### Work item
The data must be transcribed exactly, with no line missing.

[Collected data entries]
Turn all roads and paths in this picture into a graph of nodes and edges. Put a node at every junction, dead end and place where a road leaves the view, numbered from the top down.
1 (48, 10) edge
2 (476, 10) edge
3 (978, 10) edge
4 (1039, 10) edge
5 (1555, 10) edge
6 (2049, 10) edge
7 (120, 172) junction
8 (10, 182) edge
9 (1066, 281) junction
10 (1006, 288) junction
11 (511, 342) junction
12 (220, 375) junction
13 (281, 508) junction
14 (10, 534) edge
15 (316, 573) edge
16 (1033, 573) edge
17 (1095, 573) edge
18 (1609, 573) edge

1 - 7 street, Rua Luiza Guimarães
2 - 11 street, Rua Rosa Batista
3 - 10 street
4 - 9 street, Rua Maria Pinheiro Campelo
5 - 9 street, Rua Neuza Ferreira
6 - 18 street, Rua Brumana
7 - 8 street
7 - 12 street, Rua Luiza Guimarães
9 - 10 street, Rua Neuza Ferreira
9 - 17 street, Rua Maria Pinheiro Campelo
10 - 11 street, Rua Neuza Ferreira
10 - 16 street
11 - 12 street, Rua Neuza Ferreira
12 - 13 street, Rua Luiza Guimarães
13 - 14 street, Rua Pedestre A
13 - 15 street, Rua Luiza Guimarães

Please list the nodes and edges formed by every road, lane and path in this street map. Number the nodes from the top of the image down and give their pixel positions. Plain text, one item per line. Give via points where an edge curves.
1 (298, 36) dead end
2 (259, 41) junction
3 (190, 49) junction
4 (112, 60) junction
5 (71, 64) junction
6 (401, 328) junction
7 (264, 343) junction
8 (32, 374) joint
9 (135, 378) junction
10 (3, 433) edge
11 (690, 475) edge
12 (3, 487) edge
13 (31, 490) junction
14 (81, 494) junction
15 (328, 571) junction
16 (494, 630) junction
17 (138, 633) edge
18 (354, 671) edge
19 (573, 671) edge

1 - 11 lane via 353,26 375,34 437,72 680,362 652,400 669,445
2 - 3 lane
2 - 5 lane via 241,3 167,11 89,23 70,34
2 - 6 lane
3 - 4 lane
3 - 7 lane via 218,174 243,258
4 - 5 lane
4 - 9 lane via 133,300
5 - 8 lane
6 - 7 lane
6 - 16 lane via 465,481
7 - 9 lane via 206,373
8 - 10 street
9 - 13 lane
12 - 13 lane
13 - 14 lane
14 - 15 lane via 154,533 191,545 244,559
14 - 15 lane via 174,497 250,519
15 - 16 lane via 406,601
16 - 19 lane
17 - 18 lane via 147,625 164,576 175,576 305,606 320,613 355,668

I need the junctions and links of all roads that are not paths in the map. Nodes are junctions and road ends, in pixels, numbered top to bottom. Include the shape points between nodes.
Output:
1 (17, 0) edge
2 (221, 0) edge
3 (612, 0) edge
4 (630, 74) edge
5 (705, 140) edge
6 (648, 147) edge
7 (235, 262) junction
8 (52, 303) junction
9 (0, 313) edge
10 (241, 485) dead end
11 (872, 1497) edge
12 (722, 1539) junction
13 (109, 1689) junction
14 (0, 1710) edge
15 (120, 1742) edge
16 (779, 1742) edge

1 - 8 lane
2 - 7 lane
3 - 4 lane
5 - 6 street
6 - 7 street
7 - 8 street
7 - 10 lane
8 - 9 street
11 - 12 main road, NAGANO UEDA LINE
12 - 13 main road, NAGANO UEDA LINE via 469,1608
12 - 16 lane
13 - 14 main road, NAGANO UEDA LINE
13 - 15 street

### Your response
Turn all roads and paths in this picture into a graph of nodes and edges. Put a node at every junction, dead end and place where a road leaves the view, numbered from the top down.
1 (48, 10) edge
2 (476, 10) edge
3 (978, 10) edge
4 (1039, 10) edge
5 (1555, 10) edge
6 (2049, 10) edge
7 (120, 172) junction
8 (10, 182) edge
9 (1066, 281) junction
10 (1006, 288) junction
11 (511, 342) junction
12 (220, 375) junction
13 (281, 508) junction
14 (10, 534) edge
15 (316, 573) edge
16 (1033, 573) edge
17 (1095, 573) edge
18 (1609, 573) edge

1 - 7 street, Rua Luiza Guimarães
2 - 11 street, Rua Rosa Batista
3 - 10 street
4 - 9 street, Rua Maria Pinheiro Campelo
5 - 9 street, Rua Neuza Ferreira
6 - 18 street, Rua Brumana
7 - 8 street
7 - 12 street, Rua Luiza Guimarães
9 - 10 street, Rua Neuza Ferreira
9 - 17 street, Rua Maria Pinheiro Campelo
10 - 11 street, Rua Neuza Ferreira
10 - 16 street
11 - 12 street, Rua Neuza Ferreira
12 - 13 street, Rua Luiza Guimarães
13 - 14 street, Rua Pedestre A
13 - 15 street, Rua Luiza Guimarães

Please list the nodes and edges formed by every road, lane and path in this street map. Number the nodes from the top of the image down and give their pixel positions. Plain text, one item per line. Give via points where an edge curves.
1 (298, 36) dead end
2 (259, 41) junction
3 (190, 49) junction
4 (112, 60) junction
5 (71, 64) junction
6 (401, 328) junction
7 (264, 343) junction
8 (32, 374) joint
9 (135, 378) junction
10 (3, 433) edge
11 (690, 475) edge
12 (3, 487) edge
13 (31, 490) junction
14 (81, 494) junction
15 (328, 571) junction
16 (494, 630) junction
17 (138, 633) edge
18 (354, 671) edge
19 (573, 671) edge

1 - 11 lane via 353,26 375,34 437,72 680,362 652,400 669,445
2 - 3 lane
2 - 5 lane via 241,3 167,11 89,23 70,34
2 - 6 lane
3 - 4 lane
3 - 7 lane via 218,174 243,258
4 - 5 lane
4 - 9 lane via 133,300
5 - 8 lane
6 - 7 lane
6 - 16 lane via 465,481
7 - 9 lane via 206,373
8 - 10 street
9 - 13 lane
12 - 13 lane
13 - 14 lane
14 - 15 lane via 154,533 191,545 244,559
14 - 15 lane via 174,497 250,519
15 - 16 lane via 406,601
16 - 19 lane
17 - 18 lane via 147,625 164,576 175,576 305,606 320,613 355,668

I need the junctions and links of all roads that are not paths in the map. Nodes are junctions and road ends, in pixels, numbered top to bottom. Include the shape points between nodes.
Output:
1 (17, 0) edge
2 (221, 0) edge
3 (612, 0) edge
4 (630, 74) edge
5 (705, 140) edge
6 (648, 147) edge
7 (235, 262) junction
8 (52, 303) junction
9 (0, 313) edge
10 (241, 485) dead end
11 (872, 1497) edge
12 (722, 1539) junction
13 (109, 1689) junction
14 (0, 1710) edge
15 (120, 1742) edge
16 (779, 1742) edge

1 - 8 lane
2 - 7 lane
3 - 4 lane
5 - 6 street
6 - 7 street
7 - 8 street
7 - 10 lane
8 - 9 street
11 - 12 main road, NAGANO UEDA LINE
12 - 13 main road, NAGANO UEDA LINE via 469,1608
12 - 16 lane
13 - 14 main road, NAGANO UEDA LINE
13 - 15 street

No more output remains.